A resource-efficient model for deep kernel learning
- URL: http://arxiv.org/abs/2410.09926v1
- Date: Sun, 13 Oct 2024 17:11:42 GMT
- Title: A resource-efficient model for deep kernel learning
- Authors: Luisa D'Amore,
- Abstract summary: There are various approaches for accelerate learning computations with minimal loss of accuracy.
We describe a model-level decomposition approach that combines both the decomposition of the operators and the decomposition of the network.

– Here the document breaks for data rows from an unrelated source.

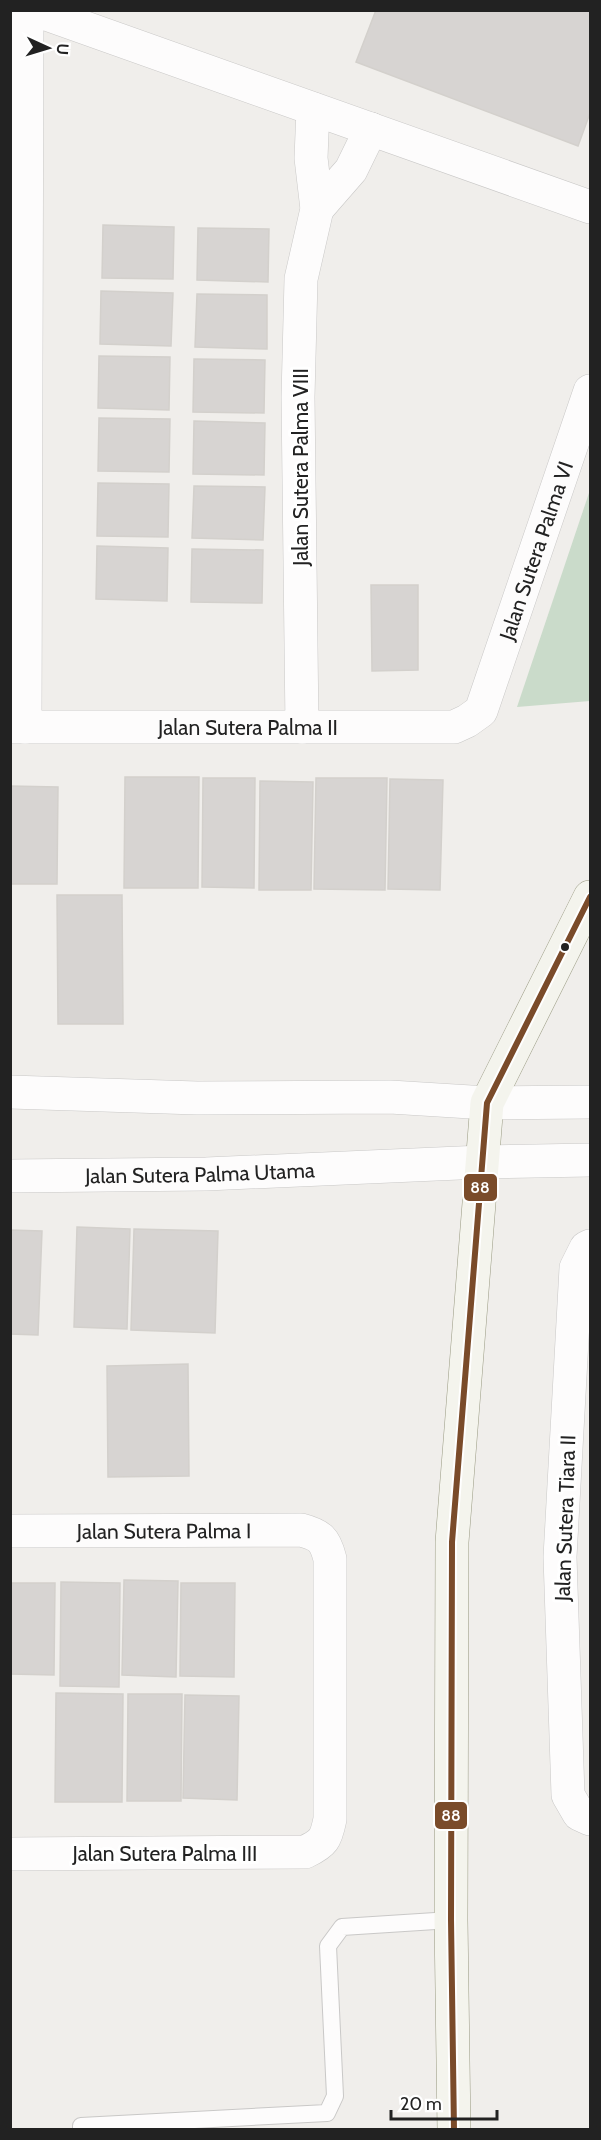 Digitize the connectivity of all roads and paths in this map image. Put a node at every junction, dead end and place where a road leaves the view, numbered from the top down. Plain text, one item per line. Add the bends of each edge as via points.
1 (27, 10) edge
2 (35, 10) edge
3 (313, 109) junction
4 (370, 129) junction
5 (591, 207) edge
6 (317, 209) junction
7 (591, 391) edge
8 (481, 711) joint
9 (18, 727) edge
10 (302, 727) junction
11 (591, 897) edge
12 (10, 1092) edge
13 (591, 1102) edge
14 (487, 1104) junction
15 (591, 1160) edge
16 (482, 1162) junction
17 (10, 1176) edge
18 (591, 1246) edge
19 (10, 1531) edge
20 (591, 1819) edge
21 (318, 1846) joint
22 (10, 1854) edge
23 (451, 1920) junction
24 (135, 2127) edge
25 (81, 2130) edge
26 (454, 2130) edge

1 - 9 street
2 - 3 street
3 - 4 street
3 - 6 street, Jalan Sutera Palma VIII via 311,158
4 - 5 street
4 - 6 street, Jalan Sutera Palma VIII via 351,170
6 - 10 street, Jalan Sutera Palma VIII via 301,279 300,303
7 - 8 street, Jalan Sutera Palma VI
8 - 10 street, Jalan Sutera Palma II via 454,727
9 - 10 street, Jalan Sutera Palma II
11 - 14 street
12 - 14 street via 197,1098 390,1097
13 - 14 street
14 - 16 street
15 - 16 street, Jalan Sutera Palma Utama
16 - 17 street, Jalan Sutera Palma Utama via 206,1174
16 - 23 street via 452,1542
18 - 20 street, Jalan Sutera Tiara II via 586,1248 576,1268 560,1557 568,1795 579,1814
19 - 21 street, Jalan Sutera Palma I via 301,1530 317,1534 327,1545 330,1559 330,1819 326,1837
21 - 22 street, Jalan Sutera Palma III via 305,1852
23 - 24 lane via 342,1927 328,1946 335,2096 327,2113
23 - 26 street
24 - 25 lane via 81,2126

We perform a feasibility analysis on the resulting algorithm, both in terms of its accuracy and scalability.
- Score: 0.0
- License: http://creativecommons.org/licenses/by/4.0/
- Abstract: According to the Hughes phenomenon, the major challenges encountered in computations with learning models comes from the scale of complexity, e.g. the so-called curse of dimensionality. There are various approaches for accelerate learning computations with minimal loss of accuracy. These approaches range from model-level to implementation-level approaches. To the best of our knowledge, the first one is rarely used in its basic form. Perhaps, this is due to theoretical understanding of mathematical insights of model decomposition approaches, and thus the ability of developing mathematical improvements has lagged behind. We describe a model-level decomposition approach that combines both the decomposition of the operators and the decomposition of the network. We perform a feasibility analysis on the resulting algorithm, both in terms of its accuracy and scalability.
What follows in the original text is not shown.